Alias Grace, the hugely anticipated CBC miniseries production of Margaret Atwood’s historical novel – written and produced by Sarah Polley, directed by Mary Harron and starring Sarah Gadon – will have its world premiere at the Toronto International Film Festival before airing nationwide later in September.  

The miniseries will be the sole Canadian entry in TIFF’s Primetime program, the festival announced this morning in a press release detailing the 2017 lineup of Canadian features, documentaries and shorts. (The series will stream globally outside of Canada on Netflix.)

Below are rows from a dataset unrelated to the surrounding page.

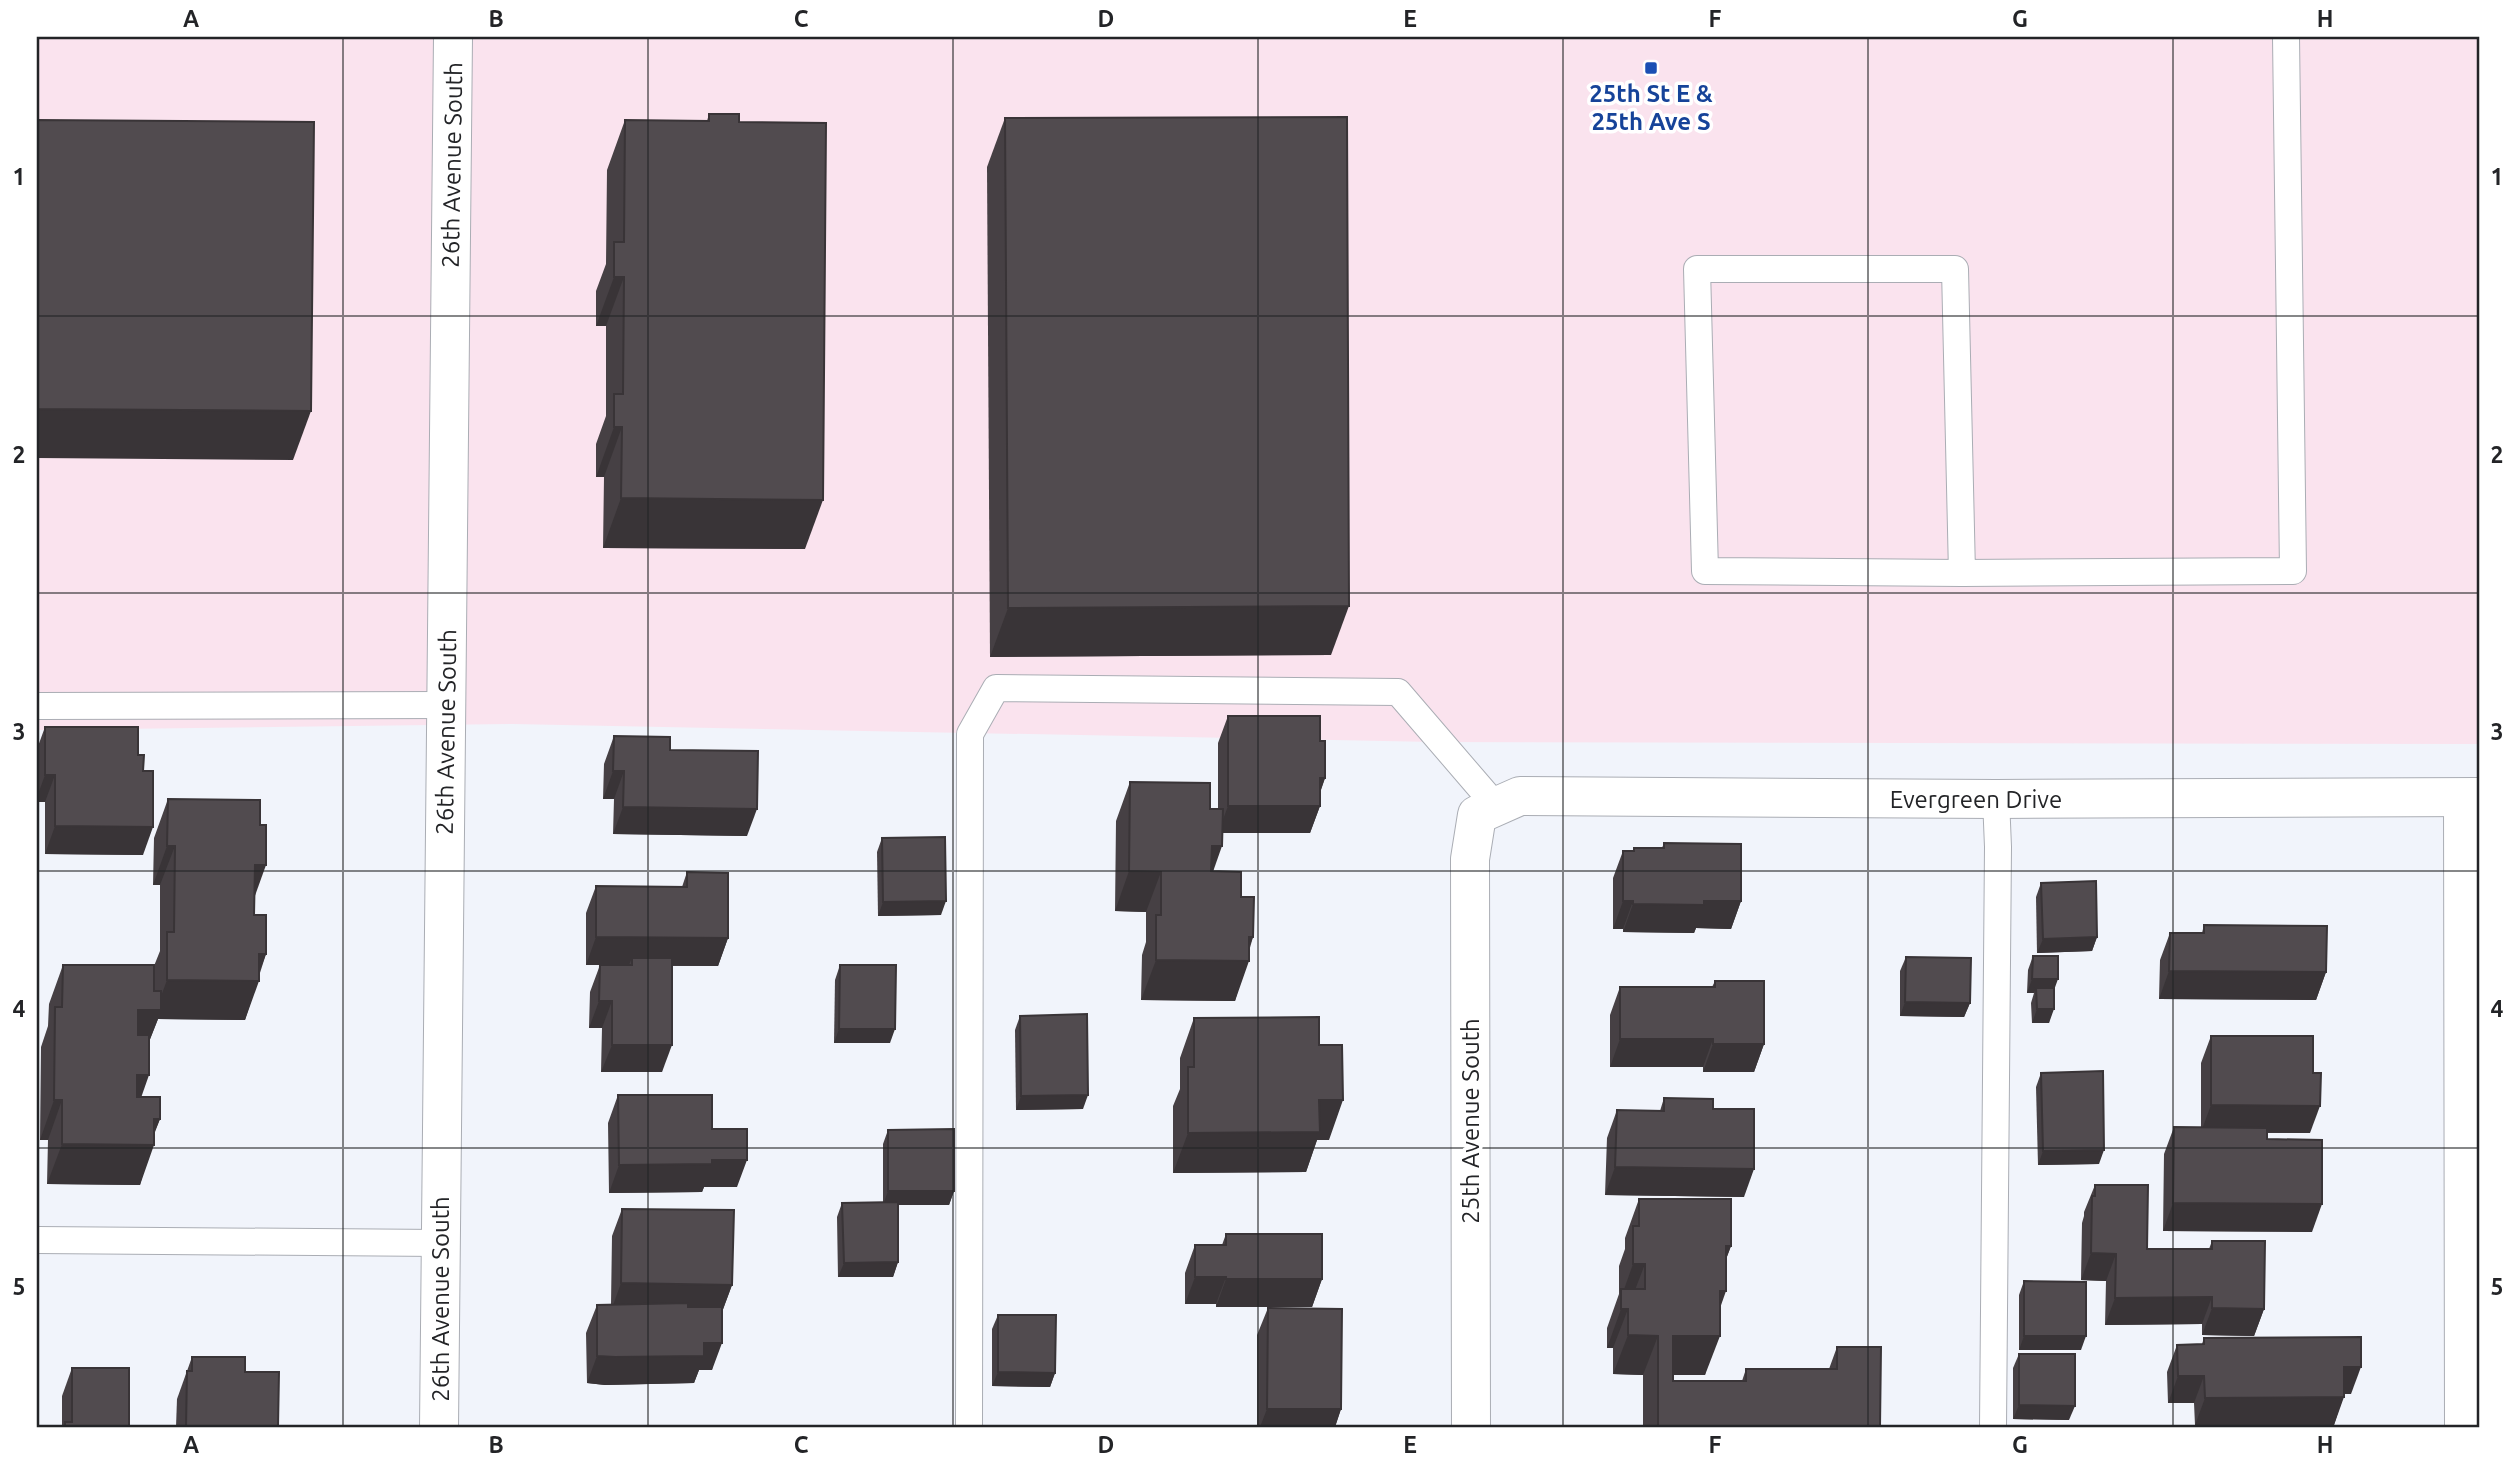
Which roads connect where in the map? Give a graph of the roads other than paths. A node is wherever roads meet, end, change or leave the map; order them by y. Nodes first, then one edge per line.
1 (453, 37) edge
2 (2286, 37) edge
3 (1962, 573) junction
4 (37, 705) edge
5 (446, 705) junction
6 (2471, 798) edge
7 (1996, 799) junction
8 (1487, 810) junction
9 (37, 1240) edge
10 (440, 1242) junction
11 (439, 1427) edge
12 (969, 1427) edge
13 (1471, 1427) edge
14 (1993, 1427) edge
15 (2464, 1427) edge

1 - 5 street, 26th Avenue South
2 - 3 lane
3 - 3 lane
4 - 5 lane
5 - 10 street, 26th Avenue South
6 - 7 street, Evergreen Drive
6 - 15 street
7 - 8 street, Evergreen Drive
7 - 14 lane
8 - 12 lane
8 - 13 street, 25th Avenue South
9 - 10 lane
10 - 11 street, 26th Avenue South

Kim Nguyen’s Eye On Juliet, a drama about the unexpected connection between a pipeline worker operating a remote vehicle from America and a Middle Eastern woman facing an arranged marriage, will screen in the Special Presentations program, while Alanis Obomsawin’s new documentary Our People Will Be Healed plays in the Masters section.

TIFF Docs will welcome three Canadian entries: Sean Menard’s The Carter Effect, about Vince Carter’s tenure with the Toronto Raptors Matt Embry’s Living Proof, a film about multiple sclerosis, and Alan Zweig’s There Is A House Here, about which literally nothing could be gleaned at press time.

Eight features will bow in the Discovery program, eight more in Contemporary World Cinema and two in Wavelengths.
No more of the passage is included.